An ethics complaint filed by Republican state Representative Mark Finchem earlier this week against 42 Democratic lawmakers for wrongfully accusing him of "fomenting" the deadly January 6 riot at the U.S. Capitol has been stopped in its tracks.
The chair of the House Ethics Committee, state Representative Beck Nutt, a Republican from Clifton, wrote in a February 19 letter to the committee's members that the panel won't be acting on his ethics complaint. She cited the fact that she similarly decided not to act on 82 ethics complaints that had been previously filed against Finchem for his alleged involvement in the events of January 6.
"The ethics committee is not an arena for waging political contests. That is true whether the subjects of a complaint are individual Republicans (as before) or nearly the entire Democratic caucus (here)," she wrote. "The ethics committee is not a court of law. So, while I express no view on the legal merits of Representative Finchem's claims, I also conclude that the ethics committee should take no action on the complaint at this time."

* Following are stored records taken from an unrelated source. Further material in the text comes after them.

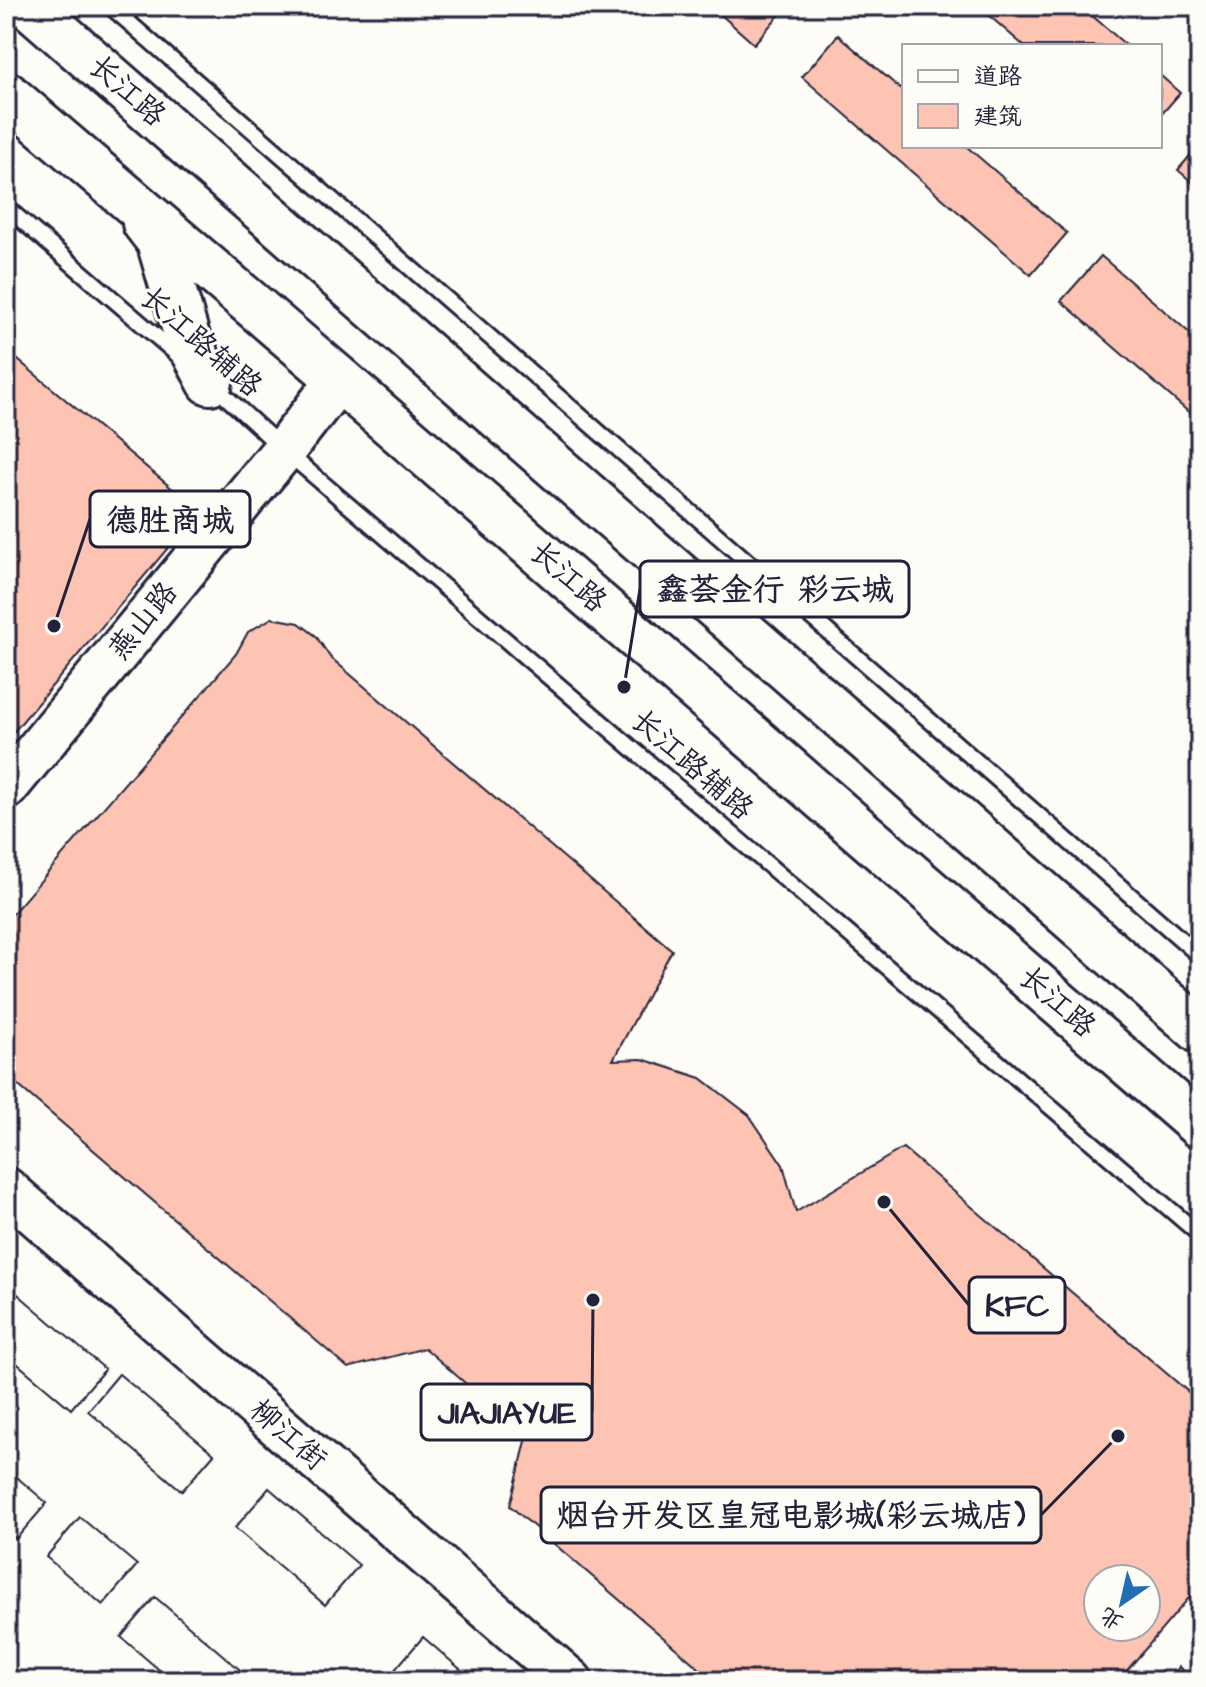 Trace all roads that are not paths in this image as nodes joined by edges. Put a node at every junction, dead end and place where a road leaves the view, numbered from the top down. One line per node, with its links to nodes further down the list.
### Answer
1 (29, 6): 4 (main road, 长江路)
2 (52, 6): 4 (street)
3 (110, 6): 12 (lane)
4 (84, 54): 13 (main road, 长江路)
5 (6, 94): 6 (main road, 长江路)
6 (127, 199): 8 (main road, 长江路); 9 (main road)
7 (6, 207): 9 (lane, 长江路辅路)
8 (339, 379): 10 (street, 燕山路); 14 (main road, 长江路)
9 (210, 382): 10 (lane, 长江路辅路)
10 (284, 450): 11 (street, 燕山路); 16 (lane, 长江路辅路)
11 (6, 788)
12 (1200, 956)
13 (1200, 1031)
14 (1200, 1126)
15 (6, 1189): 17 (street, 柳江街)
16 (1200, 1235)
17 (571, 1681) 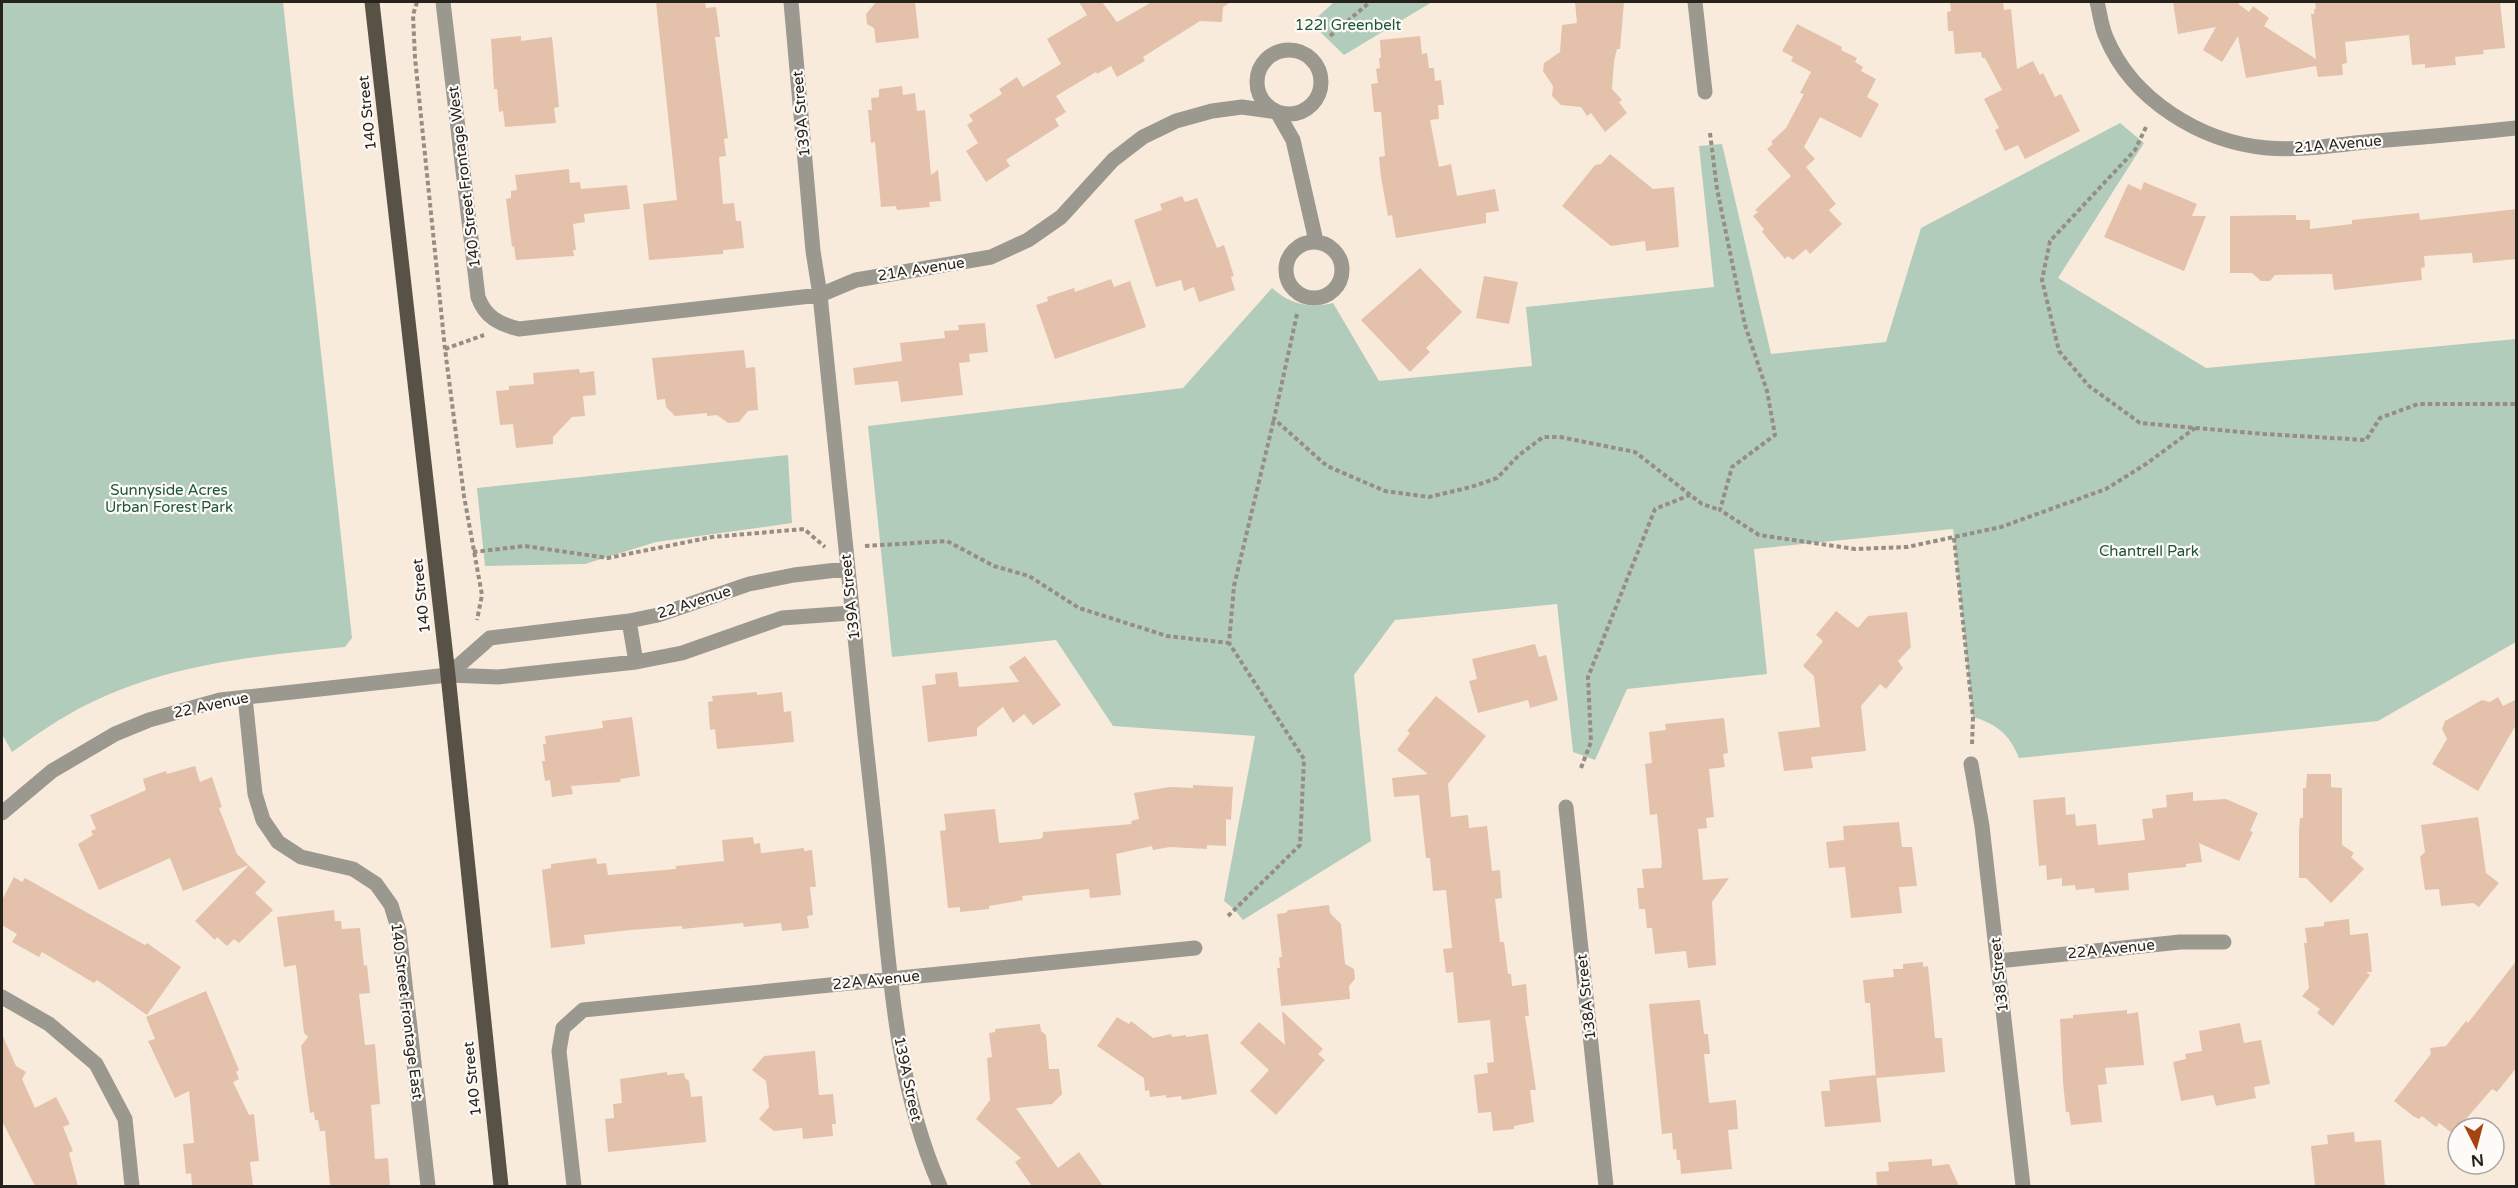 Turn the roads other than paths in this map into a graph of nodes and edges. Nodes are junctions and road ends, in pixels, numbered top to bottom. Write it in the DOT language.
graph roads {
  1 [pos="372,2"];
  2 [pos="443,2"];
  3 [pos="791,2"];
  4 [pos="1695,2"];
  5 [pos="2097,2"];
  6 [pos="1705,92"];
  7 [pos="1277,112"];
  8 [pos="2517,128"];
  9 [pos="1316,241"];
  10 [pos="820,295"];
  11 [pos="519,328"];
  12 [pos="846,569"];
  13 [pos="851,613"];
  14 [pos="629,621"];
  15 [pos="636,662"];
  16 [pos="448,675"];
  17 [pos="245,697"];
  18 [pos="1971,764"];
  19 [pos="1566,807"];
  20 [pos="2,813"];
  21 [pos="2224,942"];
  22 [pos="1196,948"];
  23 [pos="1998,962"];
  24 [pos="892,979"];
  25 [pos="2,997"];
  26 [pos="132,1186"];
  27 [pos="428,1186"];
  28 [pos="501,1186"];
  29 [pos="574,1186"];
  30 [pos="940,1186"];
  31 [pos="1606,1186"];
  32 [pos="2023,1186"];
  1 -- 16 [label="main road, 140 Street"];
  2 -- 11 [label="street, 140 Street Frontage West"];
  3 -- 10 [label="street, 139A Street"];
  4 -- 6 [label="street"];
  5 -- 8 [label="street, 21A Avenue"];
  7 -- 7 [label="street, 21A Avenue"];
  7 -- 9 [label="street, 21A Avenue"];
  7 -- 10 [label="street, 21A Avenue"];
  10 -- 11 [label="street, 21A Avenue"];
  10 -- 12 [label="street, 139A Street"];
  12 -- 13 [label="street, 139A Street"];
  12 -- 14 [label="street, 22 Avenue"];
  13 -- 15 [label="street, 22 Avenue"];
  13 -- 24 [label="street, 139A Street"];
  14 -- 15 [label="street"];
  14 -- 16 [label="street, 22 Avenue"];
  15 -- 16 [label="street, 22 Avenue"];
  16 -- 17 [label="street, 22 Avenue"];
  16 -- 28 [label="main road, 140 Street"];
  17 -- 20 [label="street, 22 Avenue"];
  17 -- 27 [label="street, 140 Street Frontage East"];
  18 -- 23 [label="street, 138 Street"];
  19 -- 31 [label="street, 138A Street"];
  21 -- 23 [label="street, 22A Avenue"];
  22 -- 24 [label="street, 22A Avenue"];
  23 -- 32 [label="street, 138 Street"];
  24 -- 29 [label="street, 22A Avenue"];
  24 -- 30 [label="street, 139A Street"];
  25 -- 26 [label="street"];
} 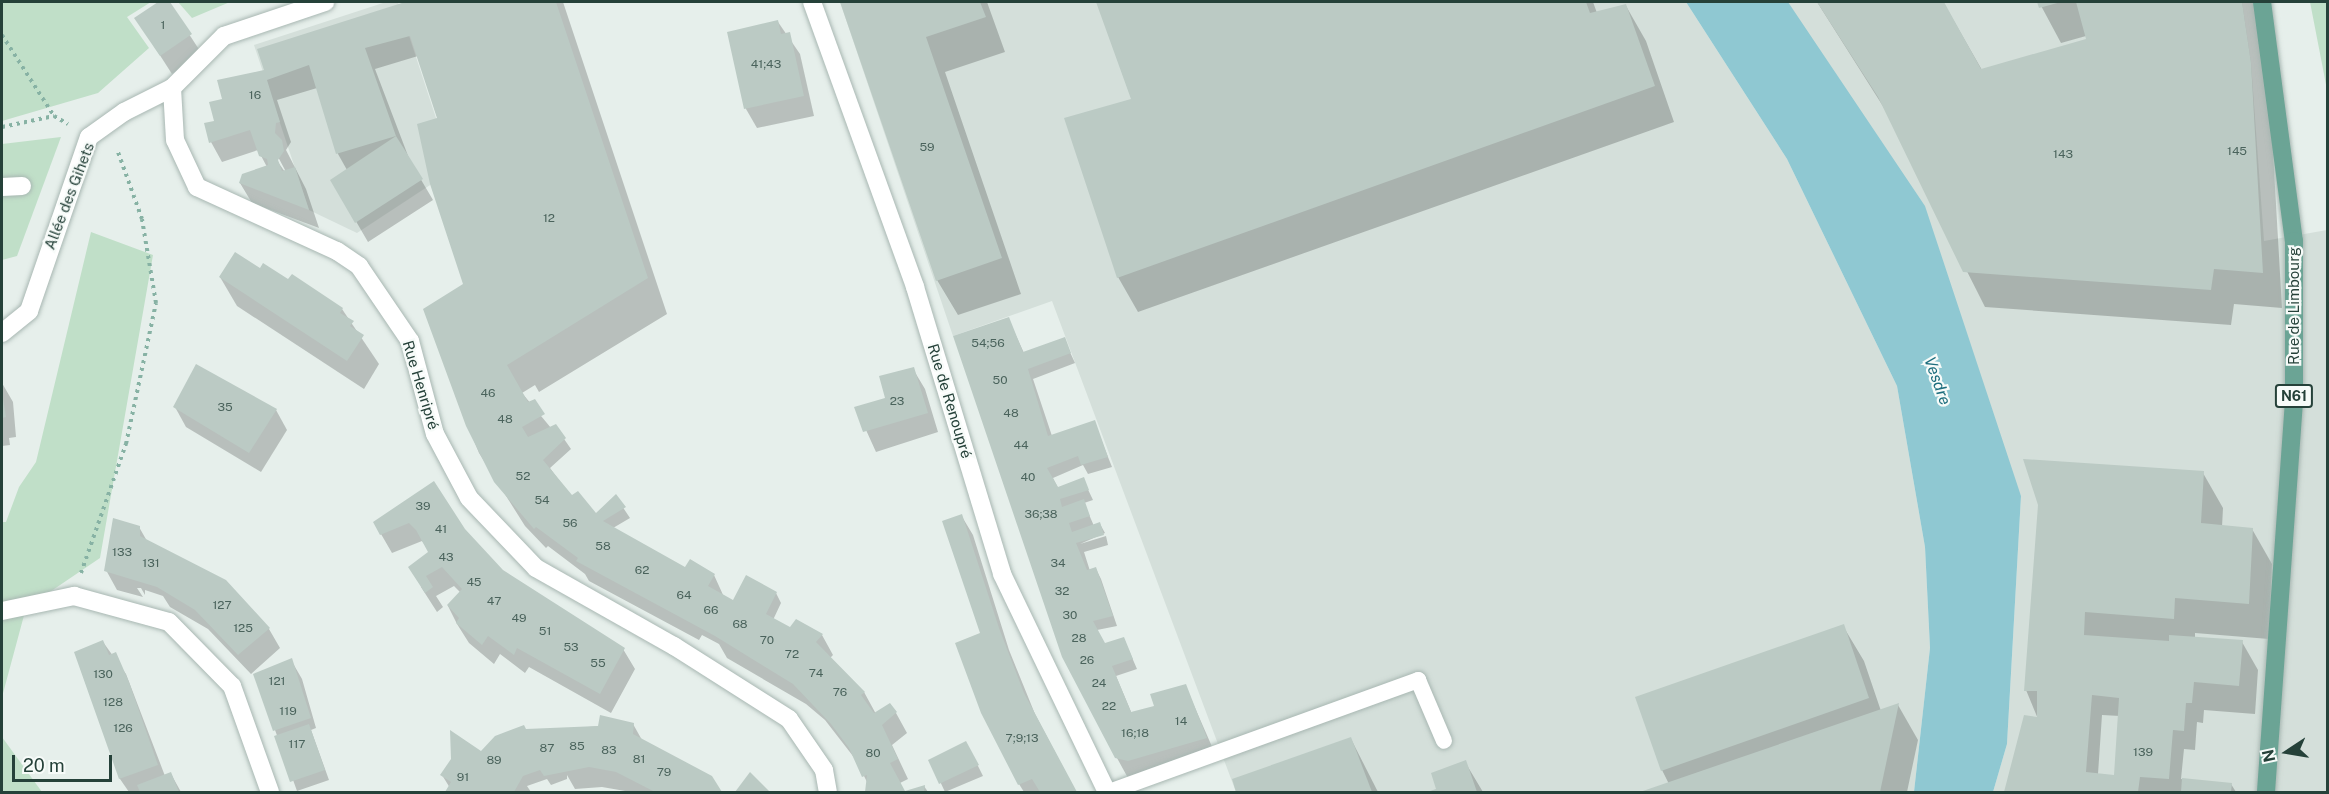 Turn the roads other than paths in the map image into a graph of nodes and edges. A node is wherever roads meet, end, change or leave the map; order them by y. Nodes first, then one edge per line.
1 (325, 2) edge
2 (812, 2) edge
3 (2262, 2) edge
4 (172, 88) junction
5 (22, 186) dead end
6 (2, 187) edge
7 (2, 333) edge
8 (2, 611) edge
9 (1444, 741) dead end
10 (270, 792) edge
11 (828, 792) edge
12 (1108, 792) edge
13 (2266, 792) edge

1 - 4 street
2 - 12 street, Rue de Renoupré
3 - 13 main road, Rue de Limbourg / N61
4 - 7 street, Allée des Gihets
4 - 11 street, Rue Henripré
5 - 6 street
8 - 10 street
9 - 12 lane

Finchem said he had "no comment, on advice of legal counsel."
Nutt's decision not to investigate Finchem's complaint is the latest development in an ongoing war between Arizona Democrats and Finchem over his activities on January 6.
Finchem was in Washington D.C. when the attack on the Capitol occurred, and Arizona Democrats have asked the FBI and the U.S. Department of Justice to investigate him and other Republican elected officials. House Democrats have also called for Finchem to be expelled.
In response, on February 16, Finchem filed an ethics complaint against 28 current and former members of the state House of Representatives and 14 members of the Senate, alleging that Democrats have "conspired, maliciously, and in bad faith" to have him "punished" for exercising his "First Amendment right to peaceably assemble and contest the legitimacy of the election."
"They have gone so far as to demand that the acting Attorney General of the United States and the Director of the FBI open a criminal investigation into my actions, all while knowing full well that I am innocent of that charge," Finchem's complaint reads. "They must be sanctioned accordingly."
On the same day that he filed his ethics complaint, Finchem also released text messages to Phoenix New Times that showed him coordinating social media posts, strategy, and his appearance at the January 6 rally in Washington D.C. that precipitated the riot with Ali Alexander, a prominent "Stop the Steal" activist. While Finchem didn't state why he made the records public, the messages don't illustrate that he was directly involved in orchestrating the violence at the Capitol.
Previously, Finchem had refused to release his personal phone records to the media.
(Updated after publication with Finchem's no-comment comment.)